Macro Calculator
The macro calculator splits your daily calorie target into protein, carbohydrate, and fat grams based on your fitness goal. Supports cutting, bulking, maintaining, and ketogenic diet ratios. Visual breakdown of your macronutrient split. Free, no account required.
How to use Macro Calculator
- Enter your daily calorie target in the input field.
- Select a diet preset: balanced, low fat, low carb, high protein, keto, or custom.
- The daily gram targets for protein, carbohydrates, and fat calculate instantly.
- If you choose custom, adjust each ratio slider until the total reaches 100%.
- Copy or note your targets for your nutrition tracking app.
Macronutrient calculator: protein, carbs, and fat ratios by goal
The macronutrient calculator converts your daily calorie target into grams of protein, carbohydrate, and fat. Each macronutrient provides a fixed energy density: protein and carbohydrate each provide 4 calories per gram, and fat provides 9 calories per gram. To calculate macro grams: multiply your total daily calories by the percentage allocated to each macro, then divide by the calorie density for that macro. The calculator performs this calculation automatically for the goal you select.
Standard macro ratios by goal: For cutting (fat loss), 40% protein, 35% carbohydrate, 25% fat. This high-protein approach preserves lean muscle during a calorie deficit. For maintaining, 30% protein, 40% carbohydrate, 30% fat. For bulking (muscle gain), 25–30% protein, 50% carbohydrate, 20–25% fat. Higher carbohydrate supports training performance and glycogen replenishment. For keto, 5% carbohydrate, 25% protein, 70% fat. This ratio induces nutritional ketosis by limiting carbohydrate to approximately 20–50g per day.
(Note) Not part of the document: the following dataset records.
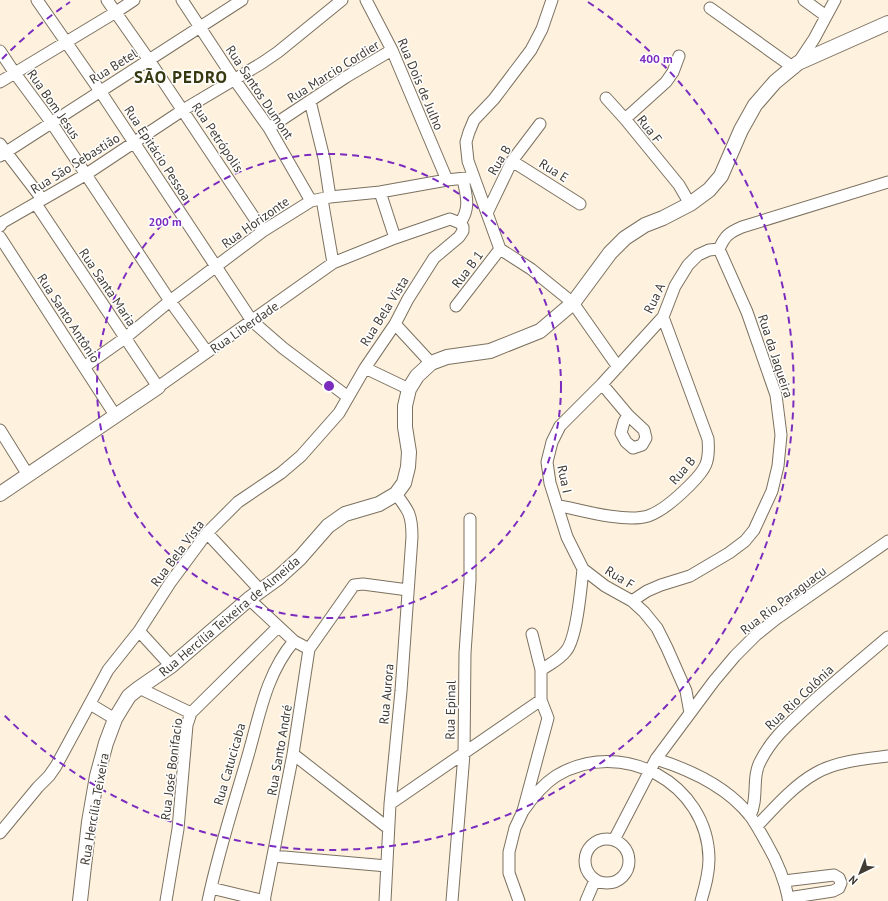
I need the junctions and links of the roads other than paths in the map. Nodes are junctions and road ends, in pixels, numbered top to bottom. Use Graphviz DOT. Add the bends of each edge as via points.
graph roads {
  1 [pos="36,0"];
  2 [pos="107,0"];
  3 [pos="134,0"];
  4 [pos="182,0"];
  5 [pos="242,0"];
  6 [pos="342,0"];
  7 [pos="366,0"];
  8 [pos="552,0"];
  9 [pos="804,0"];
  10 [pos="835,0"];
  11 [pos="710,8"];
  12 [pos="116,12"];
  13 [pos="826,16"];
  14 [pos="888,23"];
  15 [pos="200,28"];
  16 [pos="66,42"];
  17 [pos="392,50"];
  18 [pos="0,51"];
  19 [pos="679,56"];
  20 [pos="149,60"];
  21 [pos="796,66"];
  22 [pos="14,72"];
  23 [pos="234,79"];
  24 [pos="0,82"];
  25 [pos="100,91"];
  26 [pos="606,98"];
  27 [pos="310,101"];
  28 [pos="184,110"];
  29 [pos="625,120"];
  30 [pos="51,122"];
  31 [pos="540,124"];
  32 [pos="269,128"];
  33 [pos="133,143"];
  34 [pos="2,150"];
  35 [pos="512,161"];
  36 [pos="85,175"];
  37 [pos="469,178"];
  38 [pos="447,180"];
  39 [pos="888,182"];
  40 [pos="380,192"];
  41 [pos="321,199"];
  42 [pos="39,201"];
  43 [pos="580,204"];
  44 [pos="690,204"];
  45 [pos="487,213"];
  46 [pos="460,222"];
  47 [pos="0,226"];
  48 [pos="263,231"];
  49 [pos="0,237"];
  50 [pos="395,238"];
  51 [pos="500,248"];
  52 [pos="719,249"];
  53 [pos="333,263"];
  54 [pos="216,267"];
  55 [pos="170,301"];
  56 [pos="574,303"];
  57 [pos="456,306"];
  58 [pos="663,317"];
  59 [pos="252,321"];
  60 [pos="395,324"];
  61 [pos="125,338"];
  62 [pos="207,352"];
  63 [pos="431,363"];
  64 [pos="84,367"];
  65 [pos="618,367"];
  66 [pos="365,368"];
  67 [pos="602,384"];
  68 [pos="158,387"];
  69 [pos="409,389"];
  70 [pos="348,398"];
  71 [pos="115,415"];
  72 [pos="628,415"];
  73 [pos="0,430"];
  74 [pos="28,475"];
  75 [pos="0,494"];
  76 [pos="396,494"];
  77 [pos="556,505"];
  78 [pos="470,519"];
  79 [pos="207,533"];
  80 [pos="744,541"];
  81 [pos="888,541"];
  82 [pos="583,569"];
  83 [pos="408,590"];
  84 [pos="261,591"];
  85 [pos="250,599"];
  86 [pos="632,601"];
  87 [pos="278,627"];
  88 [pos="139,631"];
  89 [pos="532,634"];
  90 [pos="888,637"];
  91 [pos="294,641"];
  92 [pos="309,649"];
  93 [pos="171,666"];
  94 [pos="540,670"];
  95 [pos="139,688"];
  96 [pos="541,700"];
  97 [pos="90,704"];
  98 [pos="191,713"];
  99 [pos="690,713"];
  100 [pos="115,719"];
  101 [pos="293,754"];
  102 [pos="464,754"];
  103 [pos="888,756"];
  104 [pos="656,759"];
  105 [pos="650,770"];
  106 [pos="390,804"];
  107 [pos="522,811"];
  108 [pos="750,816"];
  109 [pos="757,826"];
  110 [pos="388,828"];
  111 [pos="0,833"];
  112 [pos="614,840"];
  113 [pos="273,856"];
  114 [pos="387,866"];
  115 [pos="595,880"];
  116 [pos="784,881"];
  117 [pos="211,888"];
  118 [pos="789,900"];
  119 [pos="80,901"];
  120 [pos="166,901"];
  121 [pos="208,901"];
  122 [pos="264,901"];
  123 [pos="385,901"];
  124 [pos="452,901"];
  125 [pos="519,901"];
  126 [pos="586,901"];
  127 [pos="700,901"];
  1 -- 16 [label="street, Rua Epitácio Pessoa"];
  2 -- 12 [label="street, Rua Petrópolis"];
  3 -- 12 [label="street"];
  4 -- 15 [label="street, Rua Santos Dumont"];
  5 -- 15 [label="street, Rua Betel"];
  6 -- 23 [label="street, Rua São Sebastião" via="278,52"];
  7 -- 17 [label="street, Rua Dois de Julho"];
  8 -- 37 [label="street" via="542,29 531,50 474,120 468,132 466,142"];
  9 -- 13 [label="street"];
  10 -- 13 [label="street"];
  11 -- 21 [label="street"];
  12 -- 16 [label="street"];
  12 -- 20 [label="street, Rua Petrópolis"];
  13 -- 21 [label="street"];
  14 -- 21 [label="main road"];
  15 -- 20 [label="street, Rua Betel"];
  15 -- 23 [label="street, Rua Santos Dumont"];
  16 -- 22 [label="street"];
  16 -- 25 [label="street, Rua Epitácio Pessoa"];
  17 -- 27 [label="street, Rua Marcio Cordier"];
  17 -- 38 [label="street, Rua Dois de Julho"];
  18 -- 22 [label="street, Rua Bom Jesus"];
  19 -- 29 [label="street, Rua F" via="666,82"];
  20 -- 25 [label="street, Rua Betel"];
  20 -- 28 [label="street, Rua Petrópolis"];
  21 -- 44 [label="main road" via="775,82 755,105 721,176 709,190"];
  22 -- 24 [label="street"];
  22 -- 30 [label="street, Rua Bom Jesus"];
  23 -- 28 [label="street, Rua São Sebastião"];
  23 -- 32 [label="street, Rua Santos Dumont"];
  25 -- 30 [label="street, Rua Betel"];
  25 -- 33 [label="street, Rua Epitácio Pessoa"];
  26 -- 29 [label="street"];
  27 -- 32 [label="street, Rua Marcio Cordier"];
  27 -- 41 [label="street" via="324,158"];
  28 -- 33 [label="street, Rua São Sebastião"];
  28 -- 48 [label="street, Rua Petrópolis"];
  29 -- 44 [label="street, Rua F" via="679,185"];
  30 -- 34 [label="street, Rua Betel"];
  30 -- 36 [label="street, Rua Bom Jesus"];
  31 -- 35 [label="street, Rua B"];
  32 -- 41 [label="street, Rua Santos Dumont"];
  33 -- 36 [label="street, Rua São Sebastião"];
  33 -- 54 [label="street, Rua Epitácio Pessoa"];
  34 -- 42 [label="street, Rua Santa Maria"];
  35 -- 43 [label="street, Rua E"];
  35 -- 45 [label="street, Rua B"];
  36 -- 42 [label="street, Rua São Sebastião"];
  36 -- 55 [label="street, Rua Bom Jesus"];
  37 -- 38 [label="street, Rua Horizonte"];
  37 -- 45 [label="street"];
  37 -- 46 [label="street" via="466,216"];
  38 -- 40 [label="street, Rua Horizonte"];
  39 -- 52 [label="street" via="742,227 729,233 722,240"];
  40 -- 41 [label="street, Rua Horizonte"];
  40 -- 50 [label="street"];
  41 -- 48 [label="street, Rua Horizonte"];
  41 -- 53 [label="street, Rua Santos Dumont"];
  42 -- 47 [label="street, Rua São Sebastião"];
  42 -- 61 [label="street, Rua Santa Maria"];
  44 -- 56 [label="main road" via="645,224 625,238 610,253"];
  45 -- 51 [label="street"];
  46 -- 50 [label="street, Rua Liberdade" via="450,219"];
  46 -- 60 [label="street, Rua Bela Vista" via="463,227 459,237 434,258"];
  48 -- 54 [label="street, Rua Horizonte"];
  49 -- 64 [label="street, Rua Santo Antônio"];
  50 -- 53 [label="street, Rua Liberdade"];
  51 -- 56 [label="street"];
  51 -- 57 [label="street, Rua B 1"];
  52 -- 58 [label="street, Rua A" via="698,255 688,265 675,286"];
  52 -- 80 [label="street, Rua da Jaqueira" via="747,312 776,396 781,435 772,491 754,530"];
  53 -- 59 [label="street, Rua Liberdade"];
  54 -- 55 [label="street, Rua Horizonte"];
  54 -- 59 [label="street, Rua Epitácio Pessoa"];
  55 -- 61 [label="street, Rua Horizonte"];
  55 -- 62 [label="street, Rua Bom Jesus"];
  56 -- 63 [label="main road" via="540,331 519,340 490,351 447,357"];
  56 -- 65 [label="street"];
  58 -- 65 [label="street, Rua A"];
  58 -- 77 [label="street, Rua B" via="708,439 710,453 707,463 684,491 662,509 648,516 630,518"];
  59 -- 62 [label="street, Rua Liberdade"];
  59 -- 70 [label="street, Rua Epitácio Pessoa"];
  60 -- 63 [label="street"];
  60 -- 66 [label="street, Rua Bela Vista"];
  61 -- 64 [label="street, Rua Horizonte"];
  61 -- 68 [label="street, Rua Santa Maria"];
  62 -- 68 [label="street, Rua Liberdade"];
  63 -- 69 [label="main road" via="417,376"];
  64 -- 71 [label="street, Rua Santo Antônio"];
  65 -- 67 [label="street, Rua A"];
  66 -- 69 [label="street"];
  66 -- 70 [label="street, Rua Bela Vista"];
  67 -- 72 [label="street"];
  67 -- 77 [label="street, Rua I" via="560,426 552,442 547,462"];
  68 -- 71 [label="main road, Rua Liberdade"];
  69 -- 76 [label="main road" via="405,406 408,467 404,483"];
  70 -- 79 [label="street, Rua Bela Vista" via="339,413 301,456 238,502"];
  71 -- 74 [label="main road, Rua Liberdade"];
  73 -- 74 [label="street"];
  74 -- 75 [label="main road, Rua Liberdade"];
  76 -- 83 [label="street, Rua Aurora" via="409,510 412,522"];
  76 -- 84 [label="main road, Rua Hercília Teixeira de Almeida" via="379,504 345,514 328,526 300,558"];
  77 -- 82 [label="street, Rua I" via="567,537"];
  78 -- 102 [label="street, Rua Epinal"];
  79 -- 84 [label="street"];
  79 -- 88 [label="street, Rua Bela Vista"];
  80 -- 86 [label="street, Rua F" via="690,576 647,591"];
  81 -- 99 [label="street, Rua Rio Paraguacu" via="756,635"];
  82 -- 86 [label="street, Rua F" via="605,586"];
  82 -- 94 [label="street" via="573,635 567,650 558,660"];
  83 -- 92 [label="street, Rua Santo André" via="354,585"];
  83 -- 106 [label="street, Rua Aurora"];
  84 -- 85 [label="main road, Rua Hercília Teixeira de Almeida"];
  85 -- 87 [label="street"];
  85 -- 93 [label="main road, Rua Hercília Teixeira de Almeida"];
  86 -- 99 [label="street" via="657,628 668,648 686,691"];
  87 -- 91 [label="street"];
  87 -- 98 [label="street, Rua José Bonifacio"];
  88 -- 93 [label="street"];
  88 -- 97 [label="street, Rua Bela Vista" via="108,670"];
  89 -- 94 [label="street"];
  90 -- 108 [label="street, Rua Rio Colônia" via="828,688 771,743 760,761 754,784 755,802"];
  91 -- 92 [label="street"];
  91 -- 117 [label="street, Rua Catucicaba" via="280,659 260,706"];
  92 -- 101 [label="street, Rua Santo André"];
  93 -- 95 [label="main road, Rua Hercília Teixeira de Almeida"];
  94 -- 96 [label="street"];
  95 -- 98 [label="street"];
  95 -- 100 [label="main road, Rua Hercília Teixeira de Almeida" via="130,696"];
  96 -- 102 [label="street"];
  96 -- 107 [label="street" via="548,718"];
  97 -- 100 [label="street"];
  97 -- 111 [label="street, Rua Bela Vista" via="49,776"];
  98 -- 120 [label="street, Rua José Bonifacio" via="187,726 178,829"];
  99 -- 104 [label="street, Rua Rio Paraguacu"];
  100 -- 119 [label="main road, Rua Hercília Teixeira" via="97,776"];
  101 -- 110 [label="street"];
  101 -- 113 [label="street, Rua Santo André"];
  102 -- 106 [label="street"];
  102 -- 124 [label="street, Rua Epinal"];
  103 -- 109 [label="street" via="835,765 816,773 782,800"];
  104 -- 105 [label="street, Rua Rio Paraguacu"];
  104 -- 108 [label="street" via="676,765 718,787"];
  105 -- 107 [label="street" via="626,762 602,761 578,766 556,776 537,792"];
  105 -- 112 [label="street, Rua Rio Paraguacu"];
  105 -- 127 [label="street" via="669,781 686,797 698,816 706,837 709,859 707,882"];
  106 -- 110 [label="street, Rua Aurora"];
  107 -- 125 [label="street" via="509,852 509,873"];
  108 -- 109 [label="street"];
  109 -- 116 [label="street" via="773,854"];
  110 -- 114 [label="street, Rua Aurora"];
  112 -- 115 [label="street" via="598,841 586,852 585,868"];
  112 -- 115 [label="street" via="625,849 628,856 626,870 616,881 602,883"];
  113 -- 114 [label="street"];
  113 -- 122 [label="street, Rua Santo André"];
  114 -- 123 [label="street, Rua Aurora"];
  115 -- 126 [label="street"];
  116 -- 118 [label="street"];
  116 -- 118 [label="street" via="834,875 841,883 834,891"];
  117 -- 121 [label="street, Rua Catucicaba"];
  117 -- 122 [label="street"];
}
Protein calculator daily: how much protein you actually need
Protein is the most important macro to get right, especially when dieting. It is the only macronutrient that directly supports muscle protein synthesis. The protein calculator daily target is based on body weight: for muscle building or maintenance during a cut, 1.6 to 2.2 grams of protein per kilogram of body weight per day is the evidence-based range supported by sports nutrition research. For sedentary adults, the RDA of 0.8g per kg is sufficient, but this is a floor, not an optimal target for people who exercise.
Macros for fat loss require prioritizing protein over the other two macros. When in a calorie deficit, higher protein intake reduces the proportion of weight lost from muscle. This is called the protein-sparing effect. Aiming for 2g of protein per kg of body weight while cutting effectively protects lean mass. The keto macro calculator ratio restricts carbohydrate to 5 percent of total calories, which shifts energy dependence toward fat oxidation and dietary fat, making fat the dominant calorie source at 70 percent.
Frequently asked questions
Macros (macronutrients) are the three main classes of nutrients that provide energy: protein, carbohydrate, and fat. Total calorie intake determines whether you gain, lose, or maintain weight. But the ratio of macros within those calories determines what kind of weight you gain or lose, muscle or fat, and how well your body performs and recovers. Tracking macros rather than just calories gives you more precise control over body composition.
To build muscle, the research-supported range is 1.6 to 2.2 grams of protein per kilogram of body weight per day. A 75 kg person would target 120 to 165 grams of protein per day. Higher protein intakes (up to 3g per kg) have been studied in athletes during aggressive cuts without producing additional muscle-building benefits, but they do help prevent muscle loss. For practical purposes, aiming for 2g per kg is a well-supported target for most people engaged in resistance training.
A standard ketogenic diet uses a macro ratio of approximately 5% carbohydrate, 25% protein, and 70% fat. For a person eating 2,000 calories per day, this translates to 25g of carbohydrate, 125g of protein, and 155g of fat. The strict carbohydrate limit (typically 20–50g per day) is what induces nutritional ketosis, the metabolic state where the body produces ketones from fat as the primary fuel source. The keto macro calculator field in this tool automatically applies this ratio when you select the ketogenic goal.
For most people starting out, tracking total calories is simpler and produces good results. As you advance, adding protein tracking, the most important single macro, provides significant additional benefit for body composition. Full macro tracking (all three macros) is most valuable for athletes, individuals with specific body composition goals, and those following structured diets like keto. If you are new to nutrition tracking, start with calories and protein, then add carbs and fat tracking once those habits are established.